Of course, ironically it's these festivals that have critics putting their hands all over the movie and completely ruining it before it gets out of the gate.

The only way to get the same effect from a film is to watch it many years after it has gone to DVD, and people have moved on. But that can be a long process to wait. And even though that's great as a viewer of film, it can be hard to measure successfully as a filmmaker.

A film can only be successful if other people like it. And for some reason, the general public has this nasty habit of forgetting what the entire meaning of things is.

I watch Breaking Bad and I can say that selling drugs is not fun. I would not want to put myself in the same situation that Walter and Jesse have put themselves in.

And yet, when the press junkets arrive, and when pop culture lampoons it, it's all fun and games. Every junket has some bubble headed girl who asks the question "How fun was it making all that meth?". That wasn't the point of anything that was going on lady. People have died. Come on now!

It can be hard for an artist to continue to create and promote his work due to this promotional nature. A lot of people like to complain about how evil Hollywood is. I've never seen anyone actively support it. I mean, I don't even think that Spielberg likes Hollywood. No one likes Hollywood, but everyone seems to be in such a hurry to work there.
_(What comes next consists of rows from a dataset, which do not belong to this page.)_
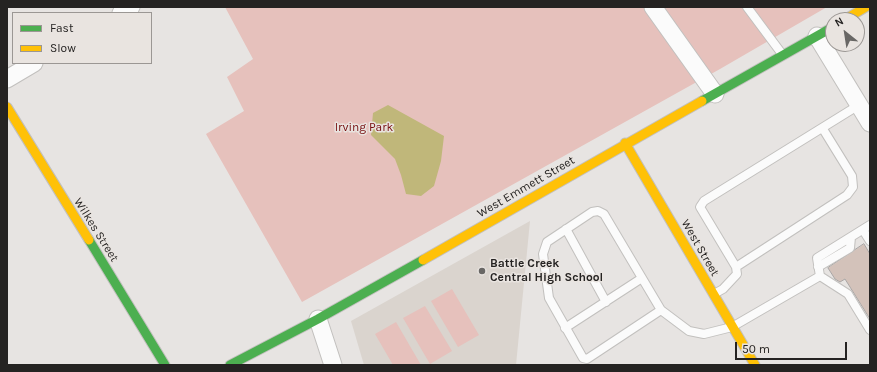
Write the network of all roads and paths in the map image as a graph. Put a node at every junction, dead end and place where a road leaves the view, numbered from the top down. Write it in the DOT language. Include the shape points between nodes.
graph roads {
  1 [pos="653,7"];
  2 [pos="747,7"];
  3 [pos="825,31"];
  4 [pos="817,36"];
  5 [pos="782,55"];
  6 [pos="32,64"];
  7 [pos="7,79"];
  8 [pos="715,94"];
  9 [pos="859,105"];
  10 [pos="7,107"];
  11 [pos="870,123"];
  12 [pos="823,129"];
  13 [pos="625,143"];
  14 [pos="866,227"];
  15 [pos="566,229"];
  16 [pos="870,241"];
  17 [pos="736,267"];
  18 [pos="819,271"];
  19 [pos="642,278"];
  20 [pos="713,294"];
  21 [pos="606,302"];
  22 [pos="661,310"];
  23 [pos="318,318"];
  24 [pos="732,327"];
  25 [pos="565,328"];
  26 [pos="870,330"];
  27 [pos="165,365"];
  28 [pos="230,365"];
  29 [pos="333,365"];
  30 [pos="755,365"];
  1 -- 8 [label="street"];
  2 -- 5 [label="lane"];
  3 -- 4 [label="street, West Emmett Street"];
  4 -- 5 [label="street, West Emmett Street"];
  4 -- 9 [label="street"];
  5 -- 8 [label="street, West Emmett Street"];
  6 -- 7 [label="street"];
  8 -- 13 [label="street, West Emmett Street"];
  9 -- 11 [label="street"];
  9 -- 12 [label="lane"];
  10 -- 27 [label="street, Wilkes Street"];
  12 -- 17 [label="lane" via="852,176 854,186 848,195"];
  12 -- 17 [label="lane" via="704,201 700,208"];
  13 -- 20 [label="street, West Street"];
  13 -- 23 [label="street, West Emmett Street"];
  14 -- 16 [label="lane"];
  14 -- 18 [label="lane" via="817,258"];
  15 -- 19 [label="lane" via="592,212 604,214"];
  15 -- 21 [label="lane"];
  15 -- 25 [label="lane" via="547,242 543,254 549,298"];
  17 -- 20 [label="lane" via="737,274"];
  18 -- 24 [label="lane"];
  18 -- 26 [label="lane" via="848,294"];
  19 -- 21 [label="lane"];
  19 -- 22 [label="lane"];
  20 -- 24 [label="street, West Street"];
  21 -- 25 [label="lane"];
  22 -- 24 [label="lane" via="690,331 704,334"];
  22 -- 25 [label="lane" via="587,358 579,355"];
  23 -- 28 [label="street, West Emmett Street"];
  23 -- 29 [label="street"];
  24 -- 30 [label="street, West Street"];
}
What I have discovered is that Hollywood is much like any other business or bureaucratic group entity. There's people who do it well, and then there is a corporate back and forth where a project you have worked on for a long time is pushed aside. It's not just Hollywood that does this. The only difference is that you're dealing with people's dreams.

You're dealing with people who have fantasized about leaving a conventional dream for the flash and the fantasy only to realize that show business is a business like everything else and that your company promoting revolutionary change sells handbags at Wal-Mart.

Again, this can mess with people.

But at the end of the day, the media is just people. It's just a lot of people talking. The biggest issues with your life goals probably has more to do with you and your circumstances than any collective entity. Or maybe it can be a component, but it can be dealt with.

This also gets scary when people stop making good movies and they get thrown in the gravitational pull of other people's agendas. Like when some committee called Raiders of the Lost Ark one of the best movies for kids.

Raiders of the Lost Ark. The movie with the dude who gets chopped up by the propeller.

And then when Temple of Doom came out, every half wit wrote a letter complaining about its violence.

So, Lucas and Spielberg listened. And that's how we got Jar Jar.

No one thinks about the other implications of this stuff.

I mean, we're getting soft. It's amazing the Syrian Electronic Army hasn't just hurled a bunch of racist and homophobic tweets to make us piss our pants.

At the end of the day, these "offended" people are the reason why the prequels sucked. George Lucas and Spielberg catered to that.

I am writing this as a letter to my future self.

Tell the housewives to piss off. If they don't like it, they can wake up at four in the morning and make their own damn movie.